Biotecnologie: i bioreattori e la sintesi di princìpi attivi

Ultima modifica 31.12.2015

I biofermentatori o i bioreattori contenenti il terreno liquido, possono avere differenti volumetrerie: da 100 ml a diversi litri; tali contenitori vengono adattati ad una coltura in vitro e collegati a sistemi meccanici, che garantiscano l'adeguata crescita ed aereazione delle cellule. Le possibili modalità meccaniche di agitazione sono diverse: dall'agitazione a palette a quella per insufflazione d'aria. La diversificazione strutturale dei bioreattori viene giustificata dallo scopo ultimo del processo: la miglior resa in produzione di princìpi attivi; infatti, in natura, le piante sintetizzano metaboliti secondari in relazione a condizioni di stress ambientale di qualsiasi tipo; più questi sono intensi e più la pianta assume interesse officinale; perciò l'agitazione meccanica mediante pale rappresenta in molti casi uno stress sufficiente a stimolare le cellule a produrre i princìpi attivi di interesse biotecnologico.
I metaboliti secondari rappresentano il meccanismo di relazione che la pianta instaura con l'ambiente che la circonda. Analogamente a quanto accade in natura, in laboratorio si cerca di ricreare le ottimali condizioni di stress, che spesso risultano sensibilmente diverse da quelle riscontrabili in natura, poiché diversi sono gli strumenti a disposizione. In ogni caso, la condizione ricreata nella coltura in sospensione è finalizzata non solo alla produzione di princìpi attivi, ma anche alla determinazione di quei fattori di stress che inducono le cellule alla produzione di metaboliti secondari.

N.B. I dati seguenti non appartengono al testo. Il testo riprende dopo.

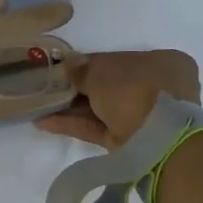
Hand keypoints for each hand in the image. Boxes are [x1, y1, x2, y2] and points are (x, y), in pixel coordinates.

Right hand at [37, 50, 200, 149]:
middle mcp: (157, 89)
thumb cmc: (135, 91)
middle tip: (48, 88)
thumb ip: (82, 69)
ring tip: (40, 105)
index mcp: (162, 62)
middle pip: (110, 86)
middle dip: (78, 88)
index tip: (63, 67)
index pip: (119, 60)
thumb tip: (68, 61)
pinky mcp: (129, 143)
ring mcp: (144, 118)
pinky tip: (44, 122)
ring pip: (102, 109)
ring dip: (72, 108)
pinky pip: (98, 128)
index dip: (89, 63)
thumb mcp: (103, 72)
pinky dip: (74, 124)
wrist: (157, 142)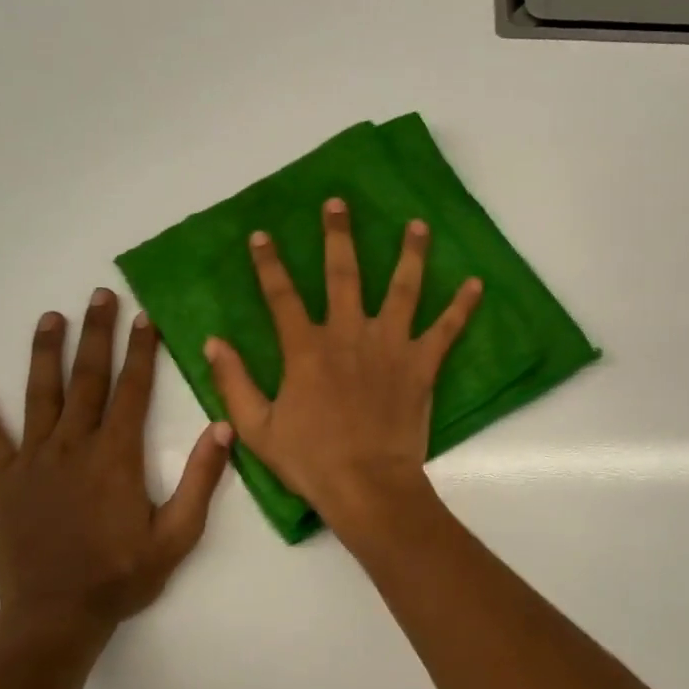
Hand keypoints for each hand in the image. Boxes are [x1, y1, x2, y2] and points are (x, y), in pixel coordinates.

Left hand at [0, 289, 231, 642]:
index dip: (141, 351)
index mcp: (117, 456)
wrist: (56, 615)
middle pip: (86, 379)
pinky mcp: (5, 484)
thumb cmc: (123, 574)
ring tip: (49, 318)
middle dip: (96, 334)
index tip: (144, 318)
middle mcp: (73, 447)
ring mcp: (34, 463)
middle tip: (99, 295)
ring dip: (45, 354)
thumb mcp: (179, 534)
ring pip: (39, 397)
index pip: (132, 390)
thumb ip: (202, 479)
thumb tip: (223, 427)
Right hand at [204, 197, 481, 537]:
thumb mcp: (257, 428)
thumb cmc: (311, 460)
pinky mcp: (421, 365)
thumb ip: (234, 382)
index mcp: (306, 349)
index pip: (281, 296)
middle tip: (339, 203)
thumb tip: (212, 342)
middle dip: (339, 236)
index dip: (269, 264)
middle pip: (344, 274)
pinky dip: (462, 307)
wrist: (367, 485)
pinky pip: (446, 330)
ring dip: (410, 254)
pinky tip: (477, 283)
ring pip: (402, 289)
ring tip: (418, 224)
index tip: (261, 235)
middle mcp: (349, 335)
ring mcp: (390, 346)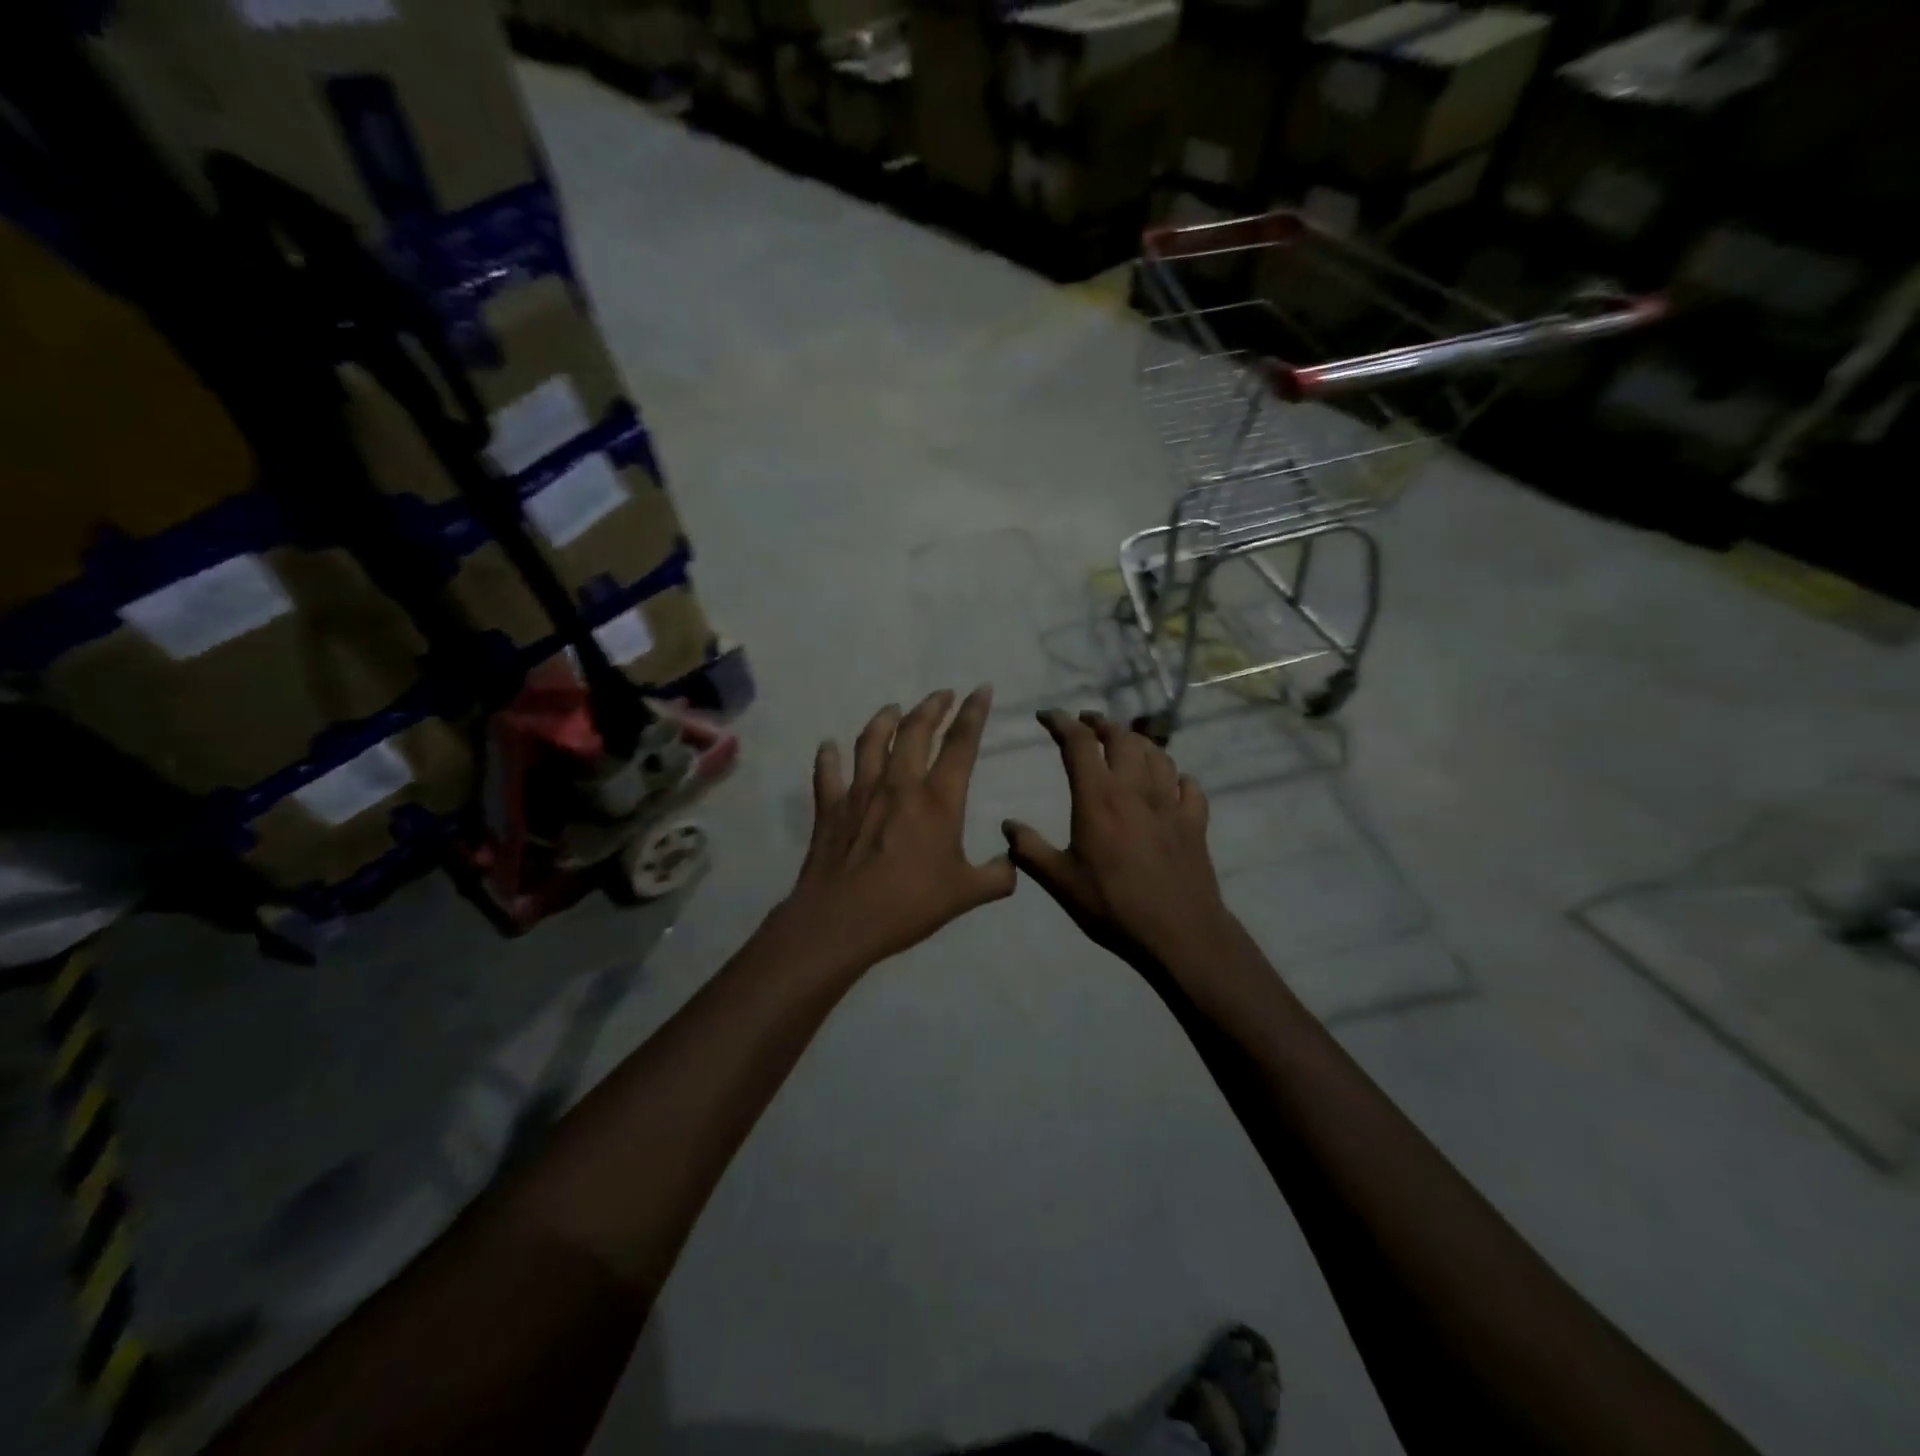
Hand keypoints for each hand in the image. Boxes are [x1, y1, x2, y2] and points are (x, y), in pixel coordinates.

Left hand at [770, 688, 1014, 974]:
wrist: (842, 920)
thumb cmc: (909, 905)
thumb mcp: (966, 894)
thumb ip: (996, 877)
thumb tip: (1013, 863)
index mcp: (938, 800)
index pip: (961, 745)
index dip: (973, 713)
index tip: (981, 689)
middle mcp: (900, 784)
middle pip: (915, 731)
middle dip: (931, 706)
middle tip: (941, 693)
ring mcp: (860, 792)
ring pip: (872, 741)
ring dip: (884, 719)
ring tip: (893, 708)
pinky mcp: (830, 808)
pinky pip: (827, 773)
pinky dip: (828, 756)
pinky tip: (828, 745)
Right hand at [1003, 711, 1238, 969]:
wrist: (1178, 933)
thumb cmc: (1113, 906)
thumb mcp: (1060, 882)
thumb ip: (1030, 850)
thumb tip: (1008, 826)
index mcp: (1099, 797)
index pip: (1078, 743)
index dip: (1061, 722)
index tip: (1047, 715)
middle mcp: (1136, 788)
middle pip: (1122, 737)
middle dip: (1101, 723)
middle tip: (1086, 723)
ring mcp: (1170, 802)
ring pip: (1157, 754)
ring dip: (1137, 742)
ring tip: (1124, 744)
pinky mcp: (1195, 821)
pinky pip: (1188, 785)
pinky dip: (1175, 776)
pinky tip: (1170, 783)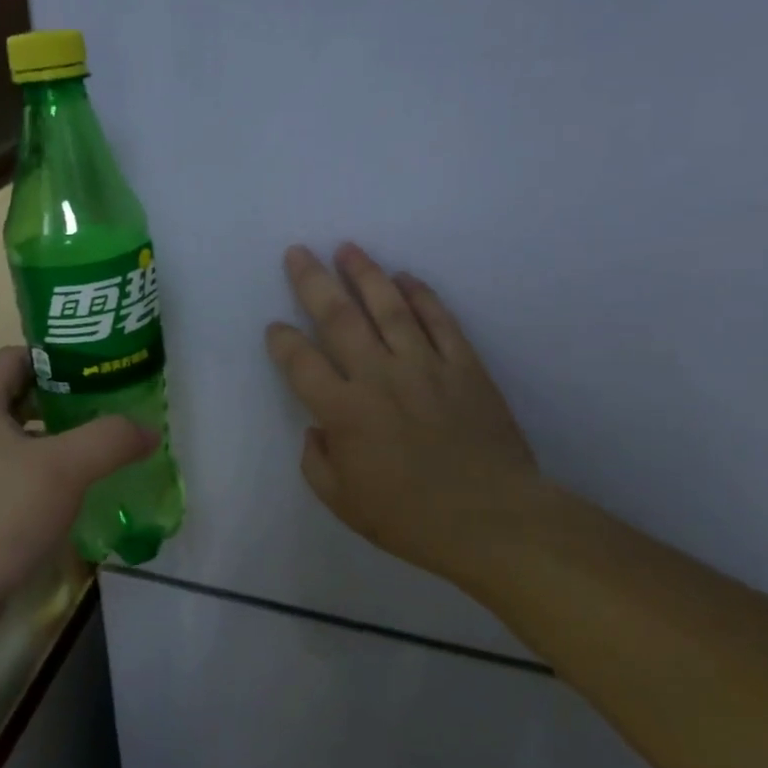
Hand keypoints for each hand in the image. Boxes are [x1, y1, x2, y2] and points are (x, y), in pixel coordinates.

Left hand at [0, 347, 155, 663]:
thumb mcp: (64, 469)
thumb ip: (111, 439)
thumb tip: (150, 430)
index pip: (16, 356)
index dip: (57, 356)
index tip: (100, 369)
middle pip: (20, 397)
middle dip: (67, 399)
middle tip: (112, 408)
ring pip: (20, 439)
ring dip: (59, 440)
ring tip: (103, 448)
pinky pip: (15, 475)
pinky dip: (45, 474)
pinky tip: (76, 492)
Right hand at [265, 244, 546, 587]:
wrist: (492, 520)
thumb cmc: (410, 518)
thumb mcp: (342, 503)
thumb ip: (316, 462)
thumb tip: (317, 429)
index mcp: (343, 411)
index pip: (301, 362)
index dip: (282, 340)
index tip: (275, 327)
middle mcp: (379, 376)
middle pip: (339, 318)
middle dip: (313, 282)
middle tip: (298, 252)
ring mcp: (425, 366)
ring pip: (389, 307)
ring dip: (365, 274)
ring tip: (347, 248)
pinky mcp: (465, 366)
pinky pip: (440, 321)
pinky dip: (422, 296)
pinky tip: (406, 278)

Le colture all'interno del bioreattore devono essere adeguatamente sottoposte a varie sollecitazioni, che mimino elementi stimolanti la produzione di metaboliti secondari. I bioreattori sono strutturati in modo tale da determinare differenti tipologie di ciclo cellulare. Così come accade nel terreno solido, prima di indurre le cellule a produrre metaboliti secondari, bisogna infatti stimolarne la moltiplicazione; ciò consente di ottenerne un numero cospicuo ed adeguato alla sintesi dei princìpi attivi.

Nell'allestimento di un terreno liquido si procede a concretizzare i seguenti passaggi:

1. Inoculo cellulare nel terreno liquido.
2. Condizioni di coltura adeguate alla moltiplicazione cellulare: il tipo di terreno e la modalità di coltivazione in un opportuno bioreattore devono consentire l'ottenimento della biomassa desiderata.
3. Condizioni di coltura adeguate alla produzione di princìpi attivi; il terreno di coltura viene modificato e la coltura viene sottoposta a sollecitazioni meccaniche, ciò comporta un forte rallentamento dei fenomeni duplicativi a favore della produzione di metaboliti secondari.

È bene ricordare che, per qualsiasi tipo di coltura in vitro, al momento dell'inoculo segue un preciso percorso di crescita: dapprima la cellula si stabilizza nel nuovo terreno di coltura, dopodiché inizia a percepire gli stimoli derivati dai costituenti del terreno. Ad una fase di adattamento segue una fase di crescita esponenziale, in cui le cellule crescono notevolmente di numero in un ristretto arco di tempo; a questa fase di crescita esponenziale succede una fase di crescita stazionaria, che si manifesta nel momento in cui almeno uno degli elementi costitutivi del terreno si esaurisce. Il raggiungimento della fase stazionaria determina il passaggio della coltura dallo stadio duplicativo a quello produttivo. A questo livello il biotecnologo induce il mantenimento della fase stazionaria, o meglio produttiva, mentre minimizza la crescita numerica, per fare in modo che le cellule producano metaboliti secondari il più a lungo possibile. Per riuscirci, si variano i costituenti del terreno, soprattutto gli ormoni e le condizioni di coltura, come pH, temperatura, aereazione, luce ed elicitazione (strumento di induzione di stress fisico o biologico sulle cellule).